Decorative Scales of Justice in the Courtroom

By J. Brent Walker, BJC Executive Director

President Barack Obama’s recent remarks about “unelected judges” thwarting the will of the elected political branches provides an opportunity to think about several fundaments of our democratic form of government and how best to protect religious liberty.

After teaching constitutional law for 10 years at the University of Chicago, the president knows better than to impugn the right of the judiciary to declare acts of their legislature unconstitutional. This has been settled law going all the way back to Marbury v. Madison (1803) in which Supreme Court Chief Justice John Marshall articulated the concept of judicial review and declared the judiciary to be the final arbiter of what the law is. Moreover, in the chapter titled “Our Constitution” in his book The Audacity of Hope, Obama makes clear his mature understanding of the nuances of the Constitution and the Bill of Rights.

The president’s clarification the next day — that he was talking about the Court’s decision in the 2010 Affordable Care Act case, not challenging the doctrine of judicial review across the board — was appropriate and helpful. Although one could argue the propriety of the president commenting on a pending case, one cannot be surprised that he thinks the Court should not strike down his administration’s signature legislative effort which his Justice Department vigorously defended before the Court.

Still, this flap provides a good opportunity to think some more about core issues of our democracy.

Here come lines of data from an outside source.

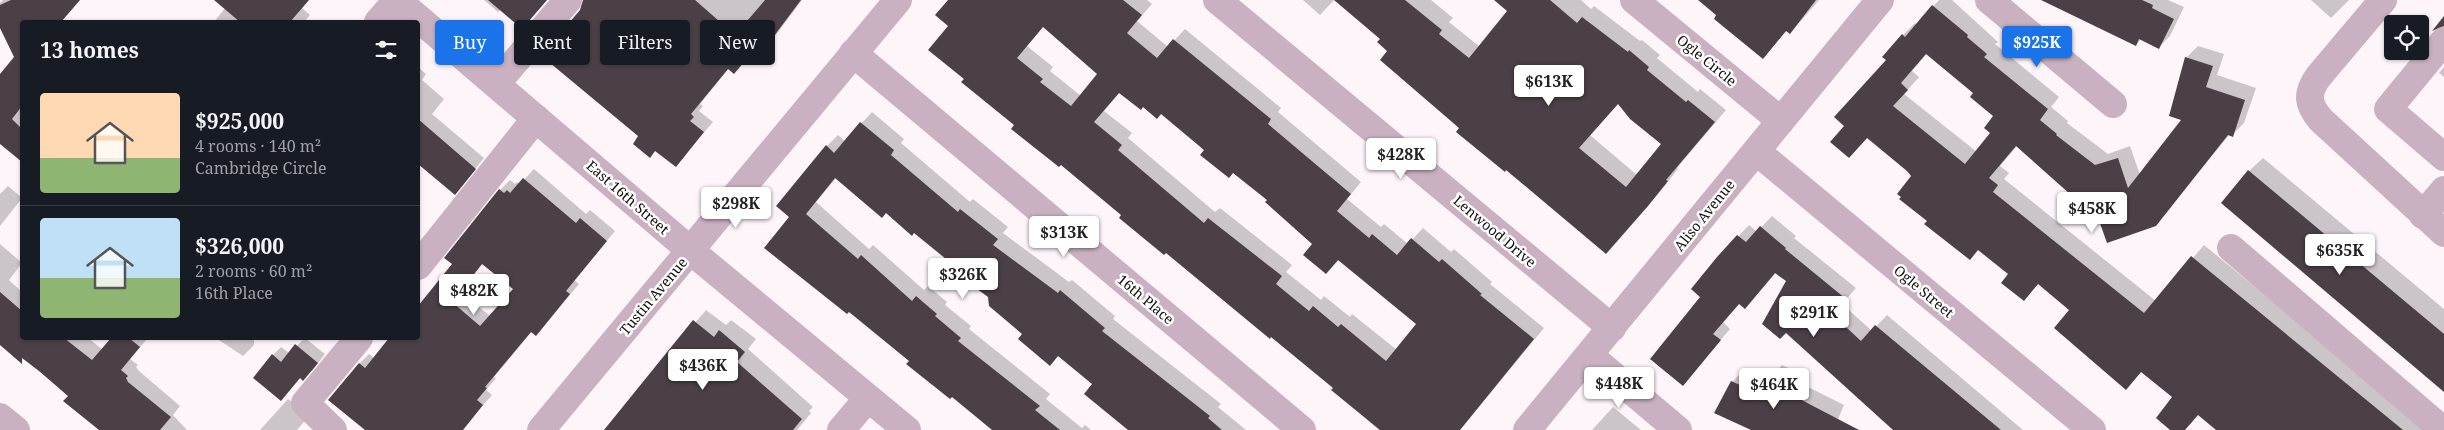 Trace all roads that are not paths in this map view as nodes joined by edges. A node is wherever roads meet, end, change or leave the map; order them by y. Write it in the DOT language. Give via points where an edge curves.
graph roads {
  1 [pos="397,0"];
  2 [pos="568,0"];
  3 [pos="898,0"];
  4 [pos="1217,0"];
  5 [pos="1634,0"];
  6 [pos="1880,0"];
  7 [pos="1989,0"];
  8 [pos="2383,0"];
  9 [pos="380,20"];
  10 [pos="2444,41"];
  11 [pos="853,53"];
  12 [pos="496,84"];
  13 [pos="2113,104"];
  14 [pos="536,118"];
  15 [pos="1781,121"];
  16 [pos="1756,151"];
  17 [pos="2444,157"];
  18 [pos="2444,190"];
  19 [pos="2423,215"];
  20 [pos="2444,234"];
  21 [pos="2231,248"];
  22 [pos="691,251"];
  23 [pos="420,263"];
  24 [pos="1612,328"];
  25 [pos="357,340"];
  26 [pos="1589,355"];
  27 [pos="868,398"];
  28 [pos="0,417"];
  29 [pos="16,430"];
  30 [pos="333,430"];
  31 [pos="541,430"];
  32 [pos="842,430"];
  33 [pos="906,430"];
  34 [pos="1302,430"];
  35 [pos="1527,430"];
  36 [pos="1678,430"];
  37 [pos="2092,430"];
  38 [pos="2443,430"];
  1 -- 9 [label="street"];
  1 -- 12 [label="street, East 16th Street"];
  2 -- 12 [label="street"];
  3 -- 11 [label="street, Tustin Avenue"];
  4 -- 24 [label="street, Lenwood Drive"];
  5 -- 15 [label="street, Ogle Circle"];
  6 -- 15 [label="street, Aliso Avenue"];
  7 -- 13 [label="street"];
  8 -- 19 [label="street" via="2311,87 2308,97 2321,120"];
  10 -- 17 [label="street" via="2388,109"];
  11 -- 22 [label="street, Tustin Avenue"];
  11 -- 34 [label="street, 16th Place"];
  12 -- 14 [label="street, East 16th Street"];
  14 -- 22 [label="street, East 16th Street"];
  14 -- 23 [label="street"];
  15 -- 16 [label="street, Aliso Avenue"];
  16 -- 24 [label="street, Aliso Avenue"];
  16 -- 37 [label="street, Ogle Street"];
  18 -- 19 [label="street"];
  19 -- 20 [label="street"];
  21 -- 38 [label="street"];
  22 -- 27 [label="street, East 16th Street"];
  22 -- 31 [label="street, Tustin Avenue"];
  24 -- 26 [label="street, Aliso Avenue"];
  25 -- 30 [label="street" via="305,403"];
  26 -- 35 [label="street, Aliso Avenue"];
  26 -- 36 [label="street"];
  27 -- 32 [label="street"];
  27 -- 33 [label="street, East 16th Street"];
  28 -- 29 [label="street"];
}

First, how in a democracy do we square the will of the majority with the rights of the minority? How do we resolve the tension between a fundamentally majoritarian Constitution with an essentially counter-majoritarian Bill of Rights? Yes, most of our elections and policy decisions are made by majority vote. But the rights listed in the Bill of Rights, as former Supreme Court Justice Sandra Day O’Connor reminded us, have been withdrawn from the “vicissitudes of political controversy” and “depend on the outcome of no elections.” Pure majoritarianism can become as tyrannical as rank totalitarianism. And it is the province of the unelected judiciary to interpret the Constitution and its Bill of Rights and to protect the rights of the minority, even against the will of an overwhelming majority.

This counter-majoritarian understanding of the protections for religious freedom in particular should motivate the Court to robustly enforce both religion clauses in the First Amendment. If either clause is collapsed into the other, or if both are watered down into a muddled majoritarianism, religious liberty suffers.

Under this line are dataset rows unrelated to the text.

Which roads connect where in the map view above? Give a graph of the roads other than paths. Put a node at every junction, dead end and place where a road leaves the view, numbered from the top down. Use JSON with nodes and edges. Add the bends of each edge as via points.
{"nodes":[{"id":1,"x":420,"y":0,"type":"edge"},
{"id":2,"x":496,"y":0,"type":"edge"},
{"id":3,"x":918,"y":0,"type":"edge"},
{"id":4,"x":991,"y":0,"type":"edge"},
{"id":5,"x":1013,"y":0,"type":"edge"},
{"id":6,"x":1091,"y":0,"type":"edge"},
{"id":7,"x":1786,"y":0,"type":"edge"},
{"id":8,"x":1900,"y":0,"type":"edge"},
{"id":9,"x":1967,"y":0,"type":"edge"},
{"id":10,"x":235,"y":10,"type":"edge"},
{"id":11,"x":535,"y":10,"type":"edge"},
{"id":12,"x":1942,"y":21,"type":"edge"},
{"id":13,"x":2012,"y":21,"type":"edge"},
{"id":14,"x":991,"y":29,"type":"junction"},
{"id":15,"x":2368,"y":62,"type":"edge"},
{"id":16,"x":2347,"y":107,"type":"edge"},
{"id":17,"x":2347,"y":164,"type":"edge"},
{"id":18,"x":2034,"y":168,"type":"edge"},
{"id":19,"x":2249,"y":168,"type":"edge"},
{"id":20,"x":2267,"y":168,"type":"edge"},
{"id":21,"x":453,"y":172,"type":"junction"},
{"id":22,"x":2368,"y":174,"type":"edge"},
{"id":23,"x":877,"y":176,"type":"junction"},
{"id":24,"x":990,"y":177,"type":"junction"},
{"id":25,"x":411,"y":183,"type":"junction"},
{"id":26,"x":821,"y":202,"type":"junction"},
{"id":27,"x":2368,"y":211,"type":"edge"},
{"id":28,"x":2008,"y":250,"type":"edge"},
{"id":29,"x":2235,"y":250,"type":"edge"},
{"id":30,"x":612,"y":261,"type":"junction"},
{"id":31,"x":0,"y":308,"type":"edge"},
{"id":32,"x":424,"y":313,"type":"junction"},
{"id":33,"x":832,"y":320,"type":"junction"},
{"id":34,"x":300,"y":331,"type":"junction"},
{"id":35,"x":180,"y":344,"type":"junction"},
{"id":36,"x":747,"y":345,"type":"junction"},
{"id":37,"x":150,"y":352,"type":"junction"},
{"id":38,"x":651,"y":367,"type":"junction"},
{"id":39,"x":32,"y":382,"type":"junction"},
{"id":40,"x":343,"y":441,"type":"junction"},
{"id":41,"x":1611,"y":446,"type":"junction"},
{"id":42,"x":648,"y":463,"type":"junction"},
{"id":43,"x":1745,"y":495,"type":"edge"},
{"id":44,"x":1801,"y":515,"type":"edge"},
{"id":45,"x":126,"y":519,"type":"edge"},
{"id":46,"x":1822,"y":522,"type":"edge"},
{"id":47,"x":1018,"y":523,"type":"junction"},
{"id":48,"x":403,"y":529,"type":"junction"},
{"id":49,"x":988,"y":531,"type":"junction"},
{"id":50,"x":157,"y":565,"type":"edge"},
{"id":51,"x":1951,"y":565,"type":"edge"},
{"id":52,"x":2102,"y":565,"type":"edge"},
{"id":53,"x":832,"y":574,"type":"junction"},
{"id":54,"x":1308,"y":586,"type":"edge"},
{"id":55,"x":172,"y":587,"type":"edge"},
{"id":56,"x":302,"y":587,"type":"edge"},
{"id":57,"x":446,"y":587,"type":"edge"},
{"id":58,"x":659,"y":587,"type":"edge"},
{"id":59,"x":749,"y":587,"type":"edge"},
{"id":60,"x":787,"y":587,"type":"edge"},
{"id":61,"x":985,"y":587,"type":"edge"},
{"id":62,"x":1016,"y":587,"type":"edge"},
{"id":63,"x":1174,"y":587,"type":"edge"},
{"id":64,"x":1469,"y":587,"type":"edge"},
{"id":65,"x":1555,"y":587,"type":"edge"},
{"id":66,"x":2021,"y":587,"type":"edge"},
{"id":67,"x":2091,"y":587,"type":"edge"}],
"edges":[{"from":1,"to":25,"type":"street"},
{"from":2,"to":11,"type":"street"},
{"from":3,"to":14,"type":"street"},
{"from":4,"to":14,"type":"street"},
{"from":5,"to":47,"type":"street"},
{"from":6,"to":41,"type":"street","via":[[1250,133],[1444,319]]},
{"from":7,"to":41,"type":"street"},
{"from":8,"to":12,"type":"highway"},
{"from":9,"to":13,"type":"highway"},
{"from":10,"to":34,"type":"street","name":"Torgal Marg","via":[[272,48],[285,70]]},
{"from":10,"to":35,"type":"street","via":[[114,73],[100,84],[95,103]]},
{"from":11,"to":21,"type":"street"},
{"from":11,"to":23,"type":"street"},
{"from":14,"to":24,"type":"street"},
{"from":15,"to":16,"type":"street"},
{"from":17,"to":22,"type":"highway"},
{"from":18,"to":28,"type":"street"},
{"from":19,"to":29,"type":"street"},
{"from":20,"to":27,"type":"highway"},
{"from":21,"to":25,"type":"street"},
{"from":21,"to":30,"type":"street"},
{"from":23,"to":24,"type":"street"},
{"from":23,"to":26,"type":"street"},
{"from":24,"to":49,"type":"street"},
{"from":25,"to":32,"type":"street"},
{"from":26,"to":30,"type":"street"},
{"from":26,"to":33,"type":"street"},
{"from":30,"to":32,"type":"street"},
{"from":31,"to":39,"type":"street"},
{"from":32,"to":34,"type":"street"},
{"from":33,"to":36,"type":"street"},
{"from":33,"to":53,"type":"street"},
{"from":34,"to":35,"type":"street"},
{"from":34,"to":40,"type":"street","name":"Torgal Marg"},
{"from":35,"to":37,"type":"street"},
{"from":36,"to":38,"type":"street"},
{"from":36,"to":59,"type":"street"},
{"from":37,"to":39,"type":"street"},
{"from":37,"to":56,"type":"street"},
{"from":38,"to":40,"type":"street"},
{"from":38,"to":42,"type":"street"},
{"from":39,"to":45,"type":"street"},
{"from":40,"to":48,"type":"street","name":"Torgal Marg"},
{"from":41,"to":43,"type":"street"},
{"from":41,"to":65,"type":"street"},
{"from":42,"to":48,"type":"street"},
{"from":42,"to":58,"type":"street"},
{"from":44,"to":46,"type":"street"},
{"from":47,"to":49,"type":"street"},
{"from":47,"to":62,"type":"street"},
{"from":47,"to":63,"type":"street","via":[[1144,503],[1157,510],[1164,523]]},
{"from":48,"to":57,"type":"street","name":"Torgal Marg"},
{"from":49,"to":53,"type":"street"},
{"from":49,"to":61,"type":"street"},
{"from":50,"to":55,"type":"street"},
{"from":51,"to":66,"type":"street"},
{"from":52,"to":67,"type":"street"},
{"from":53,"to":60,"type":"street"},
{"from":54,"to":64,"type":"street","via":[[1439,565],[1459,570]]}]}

Second, attempts on the part of courts to apply the Bill of Rights and to enforce counter-majoritarian values often engender cries of so-called “judicial activism.” For the past 50 to 60 years, opposition to judicial activism has been the calling card of the conservative side of the political spectrum. They point to a variety of Supreme Court decisions, including ones striking state-sponsored school prayer, upholding abortion rights, and protecting unpopular forms of speech, such as flag burning.

But, more recently, the critique of judicial activism has sometimes come from the more liberal side of the spectrum. Republican presidents who campaigned against judicial activism appointed 12 justices to the Supreme Court between 1969 and 2008. But, as liberals point out, the Rehnquist and Roberts Courts have struck down 46 federal laws over the past two decades compared with fewer than 130 during the first two centuries of the Supreme Court’s existence. This, of course, includes the Court striking down parts of the landmark Religious Freedom Restoration Act of 1993, an all-important law needed to buttress the free exercise of religion.

The lesson we should all learn is to be careful, those on the left and on the right, about charges of judicial activism. No, the Court should not strike down laws of Congress and other legislatures lightly and without much study and discretion. However, when elected branches pass or enforce laws that transgress constitutional rights, including protections for minority rights, the courts must act to take up their mandate to correct the error.

No one complains about judicial activism when they agree with what the Court has done. As someone once quipped, “If the Court makes a decision that you like, it’s applauded as judicial statesmanship. If you don’t like it, it is called judicial activism.”

The counter-majoritarian understanding of the Bill of Rights and questions of judicial activism go to the very heart of our quest to ensure religious liberty for all through the protections afforded in the religion clauses of the First Amendment. If the Court fails rigorously to enforce these clauses in a counter-majoritarian way or falls into the stupor of judicial inactivity, the First Amendment will not do its intended work of ensuring religious freedom for all.